(MATERIAL TO PROCESS begins)
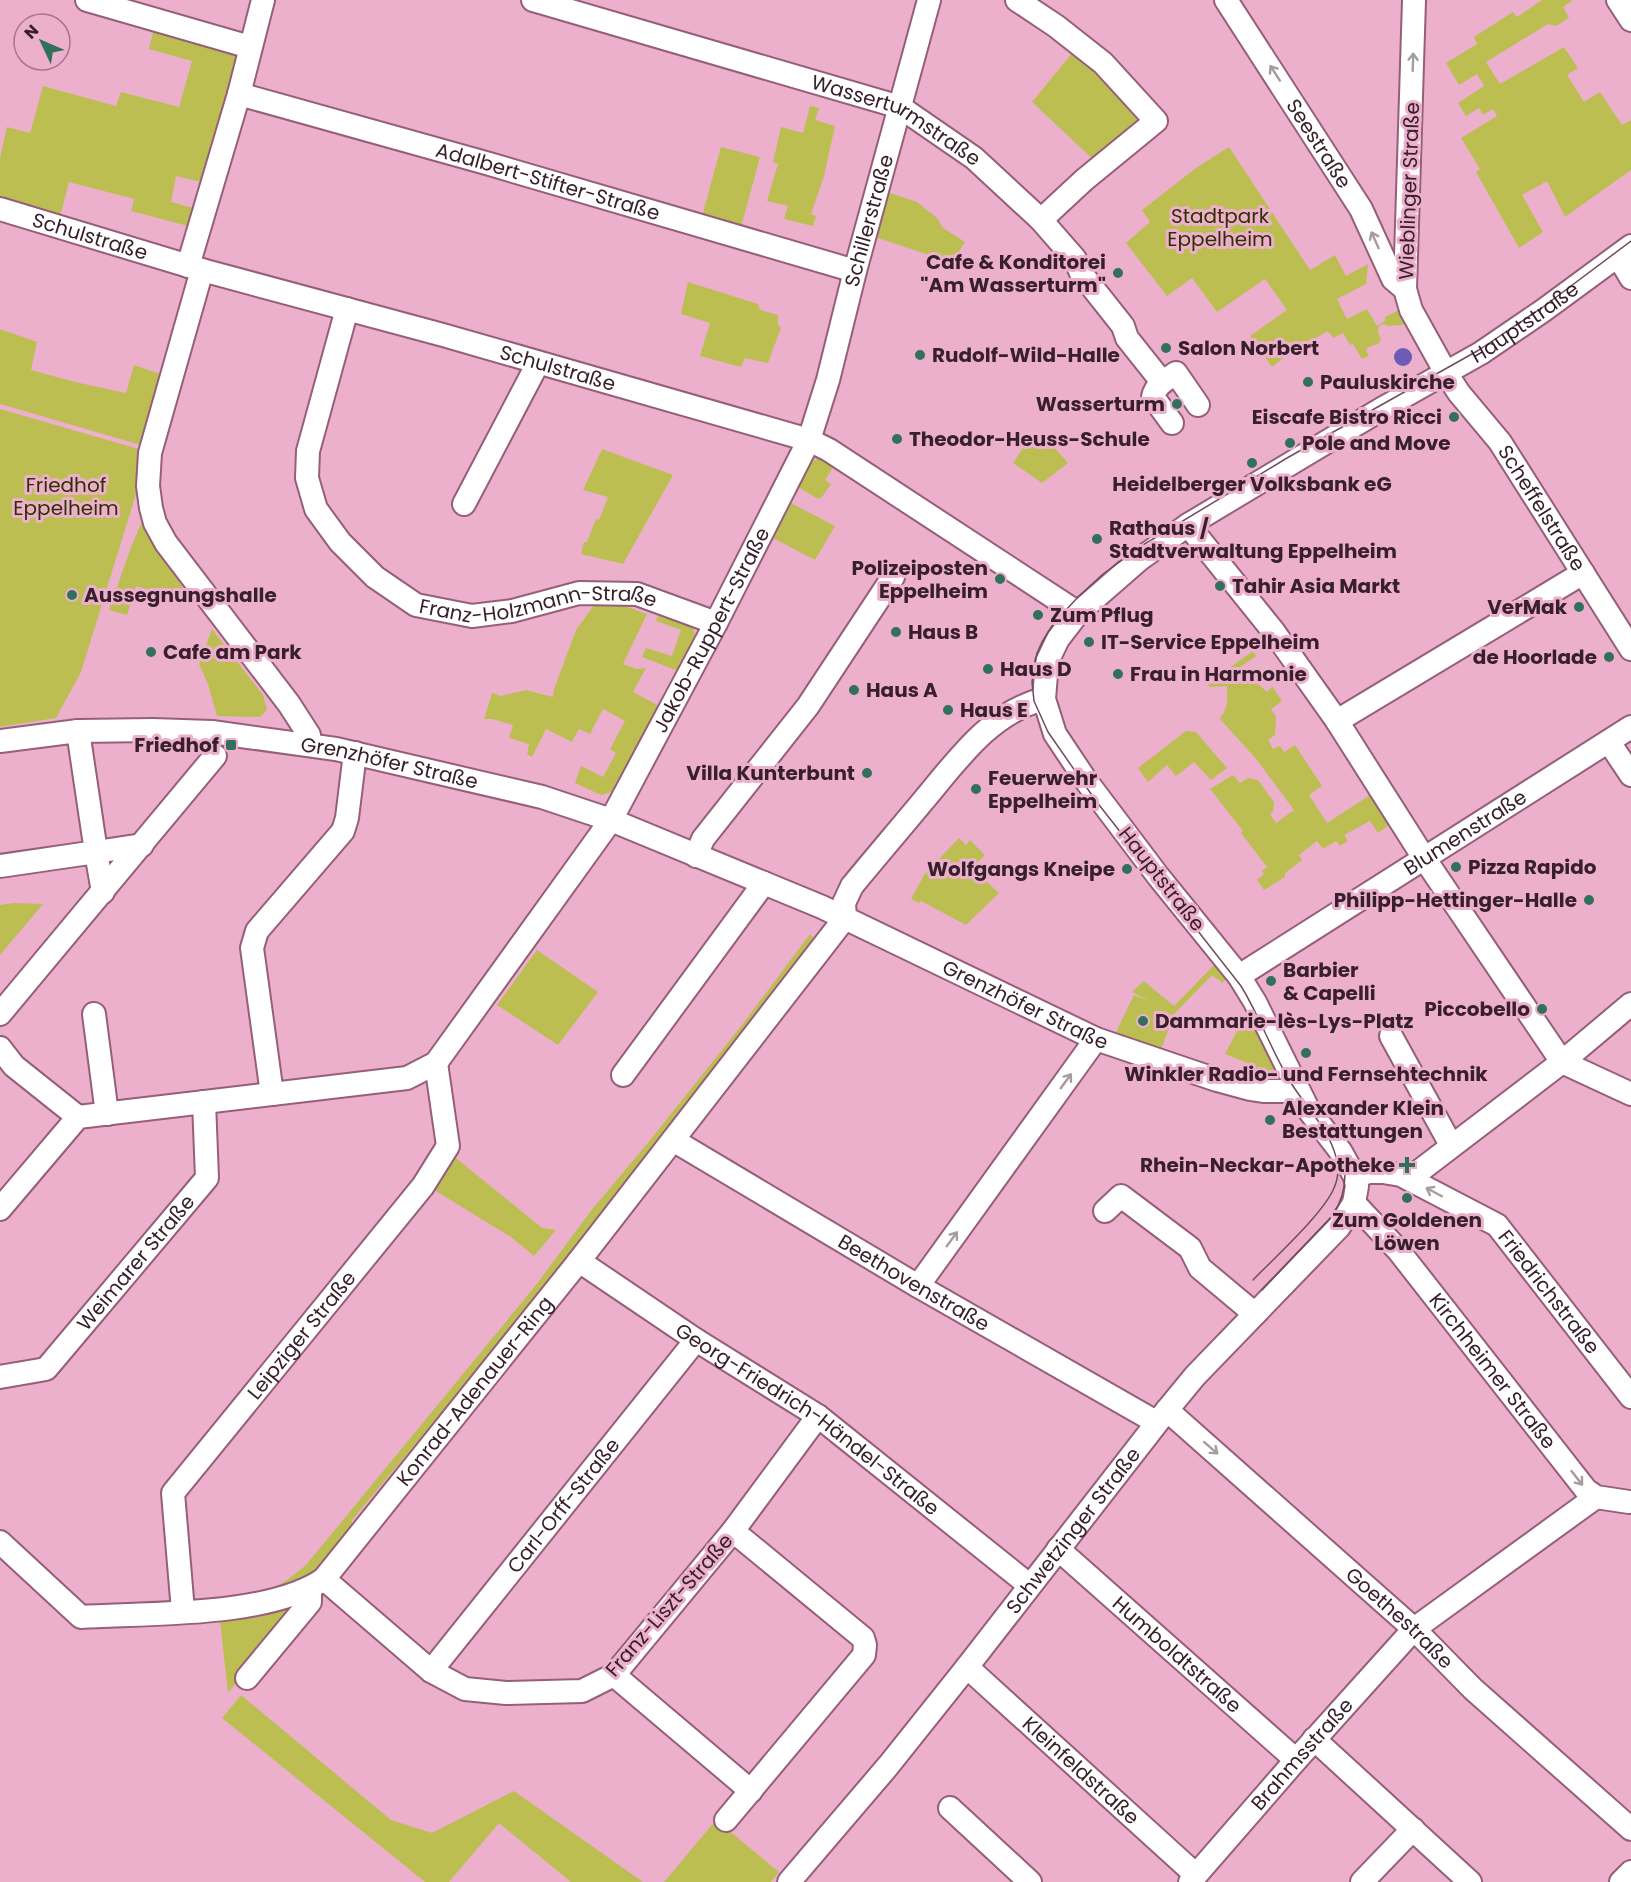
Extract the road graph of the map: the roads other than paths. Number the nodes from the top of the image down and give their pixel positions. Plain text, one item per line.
1 (87, 0) edge
2 (263, 0) edge
3 (533, 0) edge
4 (929, 0) edge
5 (1017, 0) edge
6 (1226, 0) edge
7 (1414, 0) edge
8 (1618, 0) edge
9 (1631, 20) edge
10 (250, 47) junction
11 (239, 94) junction
12 (900, 107) junction
13 (0, 209) edge
14 (1041, 220) junction
15 (1624, 251) edge
16 (195, 268) junction
17 (855, 271) junction
18 (1631, 278) edge
19 (1405, 289) junction
20 (346, 309) junction
21 (538, 363) junction
22 (1446, 373) junction
23 (1162, 382) junction
24 (1198, 405) dead end
25 (1172, 423) dead end
26 (809, 440) junction
27 (464, 504) dead end
28 (1188, 525) junction
29 (1582, 573) junction
30 (893, 577) dead end
31 (1078, 613) junction
32 (716, 623) junction
33 (1631, 650) edge
34 (1044, 699) junction
35 (1337, 721) junction
36 (1631, 727) edge
37 (78, 731) junction
38 (0, 741) edge
39 (1609, 742) junction
40 (310, 745) junction
41 (355, 753) junction
42 (215, 756) dead end
43 (1631, 774) edge
44 (611, 820) junction
45 (142, 845) junction
46 (96, 852) junction
47 (696, 855) junction
48 (1424, 858) junction
49 (0, 866) edge
50 (764, 883) junction
51 (103, 892) junction
52 (845, 918) junction
53 (1239, 976) junction
54 (1631, 1004) edge
55 (0, 1014) edge
56 (94, 1014) dead end
57 (1391, 1036) dead end
58 (1096, 1039) junction
59 (0, 1048) edge
60 (1562, 1062) junction
61 (436, 1063) junction
62 (624, 1075) dead end
63 (1297, 1086) junction
64 (272, 1094) junction
65 (1631, 1094) edge
66 (204, 1102) junction
67 (107, 1114) junction
68 (78, 1117) junction
69 (673, 1140) junction
70 (1451, 1145) junction
71 (1409, 1179) junction
72 (1355, 1189) junction
73 (0, 1209) edge
74 (1105, 1211) dead end
75 (579, 1261) junction
76 (918, 1286) junction
77 (1255, 1314) junction
78 (696, 1340) junction
79 (0, 1377) edge
80 (1631, 1397) edge
81 (818, 1416) junction
82 (1162, 1416) junction
83 (1596, 1497) junction
84 (1630, 1506) edge
85 (733, 1531) junction
86 (0, 1542) edge
87 (1058, 1549) junction
88 (317, 1584) junction
89 (1029, 1585) junction
90 (183, 1611) junction
91 (1414, 1629) junction
92 (967, 1667) junction
93 (431, 1671) junction
94 (614, 1675) junction
95 (248, 1678) dead end
96 (1314, 1738) junction
97 (1296, 1760) junction
98 (751, 1791) junction
99 (950, 1808) dead end
100 (726, 1820) dead end
101 (1631, 1828) edge
102 (1413, 1829) junction
103 (1631, 1872) edge
104 (1193, 1879) edge
105 (789, 1882) edge
106 (1030, 1882) edge
107 (1362, 1882) edge
108 (1470, 1882) edge
109 (1621, 1882) edge

1 - 10 street
2 - 10 street
3 - 12 street, Wasserturmstraße
4 - 12 street, Schillerstraße
5 - 14 street
19 -> 6 street, Seestraße
19 -> 7 street, Wieblinger Straße
8 - 9 street
10 - 11 street
11 - 16 street
11 - 17 street, Adalbert-Stifter-Straße
12 - 14 street, Wasserturmstraße
12 - 17 street, Schillerstraße
13 - 16 street, Schulstraße
14 - 23 street, Wasserturmstraße
15 - 18 street
15 - 22 street, Hauptstraße
16 - 20 street, Schulstraße
16 - 40 street
17 - 26 street, Schillerstraße
19 - 22 street, Wieblinger Straße
20 - 21 street, Schulstraße
20 - 32 street, Franz-Holzmann-Straße
21 - 26 street, Schulstraße
21 - 27 street
22 - 28 street, Hauptstraße
22 - 29 street, Scheffelstraße
23 - 24 street
23 - 25 street
26 - 31 street, Schulstraße
26 - 32 street, Jakob-Ruppert-Straße
28 - 31 street, Hauptstraße
28 - 35 street
29 - 33 street, Scheffelstraße
29 - 35 street
30 - 47 street
31 - 34 street, Hauptstraße
32 - 44 street, Jakob-Ruppert-Straße
34 - 52 street
34 - 53 street, Hauptstraße
35 - 48 street
36 - 39 street, Blumenstraße
37 - 38 street, Grenzhöfer Straße
37 - 40 street, Grenzhöfer Straße
37 - 46 street
39 - 43 street
39 - 48 street, Blumenstraße
40 - 41 street, Grenzhöfer Straße
41 - 44 street, Grenzhöfer Straße
41 - 64 street
42 - 45 street
44 - 47 street, Grenzhöfer Straße
44 - 61 street
45 - 46 street
45 - 51 street
46 - 49 street
46 - 51 street
47 - 50 street, Grenzhöfer Straße
48 - 53 street, Blumenstraße
48 - 60 street
50 - 52 street, Grenzhöfer Straße
50 - 62 street
51 - 55 street
52 - 58 street, Grenzhöfer Straße
52 - 69 street, Konrad-Adenauer-Ring
53 - 63 street, Hauptstraße
54 - 60 street
56 - 67 street
57 - 70 street
58 - 63 street, Grenzhöfer Straße
76 -> 58 street
59 - 68 street
60 - 65 street
60 - 70 street
61 - 64 street
61 - 90 street, Leipziger Straße
63 - 72 street, Hauptstraße
64 - 66 street
66 - 67 street
66 - 79 street, Weimarer Straße
67 - 68 street
68 - 73 street
69 - 75 street, Konrad-Adenauer-Ring
69 - 76 street, Beethovenstraße
70 - 71 street
71 - 72 street, Friedrichstraße
80 -> 71 street, Friedrichstraße
72 - 77 street, Schwetzinger Straße
72 -> 83 street, Kirchheimer Straße
74 - 77 street
75 - 78 street, Georg-Friedrich-Händel-Straße
75 - 88 street, Konrad-Adenauer-Ring
76 - 82 street, Beethovenstraße
77 - 82 street, Schwetzinger Straße
78 - 81 street, Georg-Friedrich-Händel-Straße
78 - 93 street, Carl-Orff-Straße
81 - 85 street, Franz-Liszt-Straße
81 - 89 street, Georg-Friedrich-Händel-Straße
82 - 87 street, Schwetzinger Straße
82 -> 91 street, Goethestraße
83 - 84 street
83 - 91 street, Brahmsstraße
85 - 94 street, Franz-Liszt-Straße
85 - 98 street
86 - 90 street
87 - 89 street, Schwetzinger Straße
87 - 97 street, Humboldtstraße
88 - 90 street
88 - 93 street, Franz-Liszt-Straße
88 - 95 street, Konrad-Adenauer-Ring
89 - 92 street, Schwetzinger Straße
91 - 96 street, Brahmsstraße
91 - 101 street, Goethestraße
92 - 104 street, Kleinfeldstraße
92 - 105 street, Schwetzinger Straße
93 - 94 street, Franz-Liszt-Straße
94 - 98 street
96 - 97 street, Brahmsstraße
96 - 102 street
97 - 104 street, Brahmsstraße
98 - 100 street
99 - 106 street
102 - 107 street
102 - 108 street
103 - 109 street

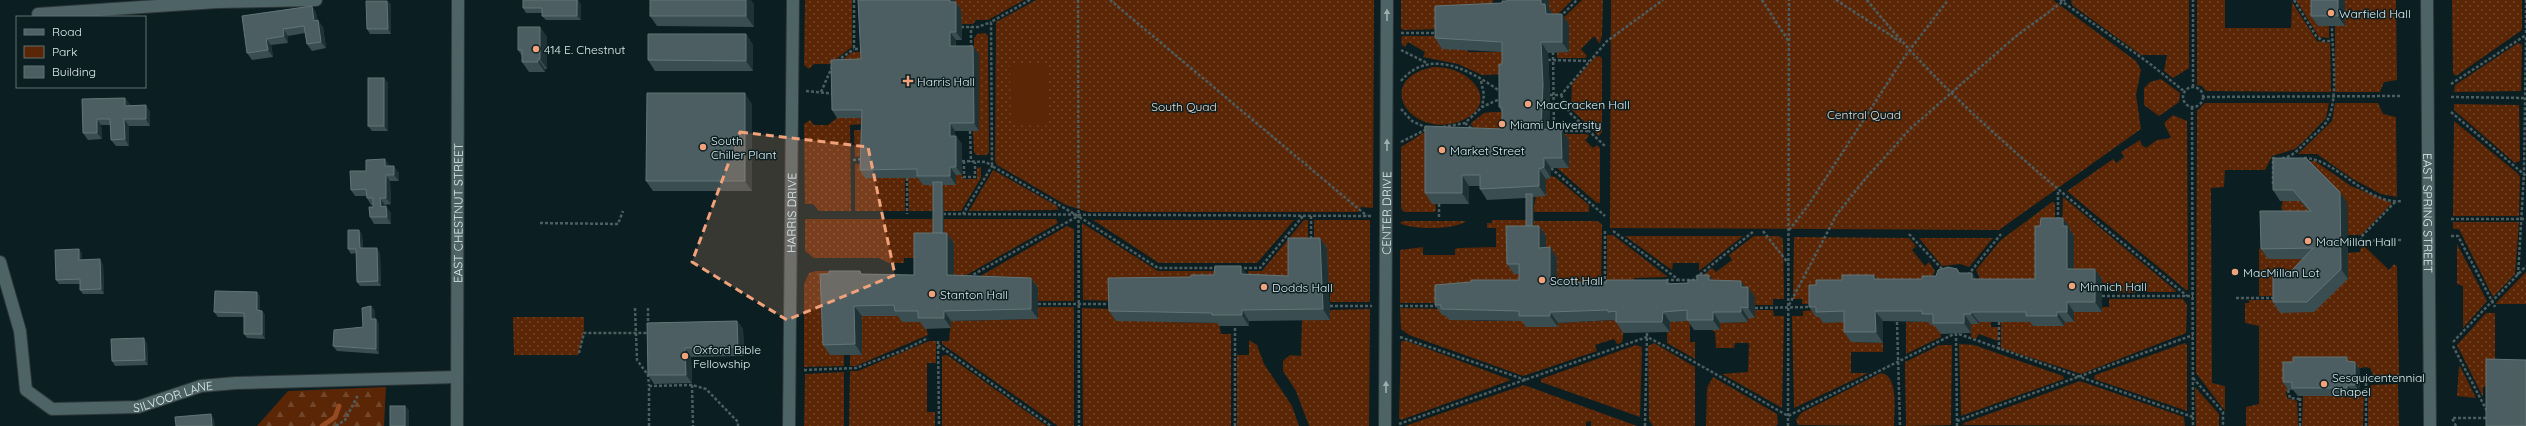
(MATERIAL TO PROCESS ends)
* TRY IT
Search the entries for "Adenauer" and show every line that has it.

* SOLVED EXERCISE
52 - 69 street, Konrad-Adenauer-Ring
69 - 75 street, Konrad-Adenauer-Ring
75 - 88 street, Konrad-Adenauer-Ring
88 - 95 street, Konrad-Adenauer-Ring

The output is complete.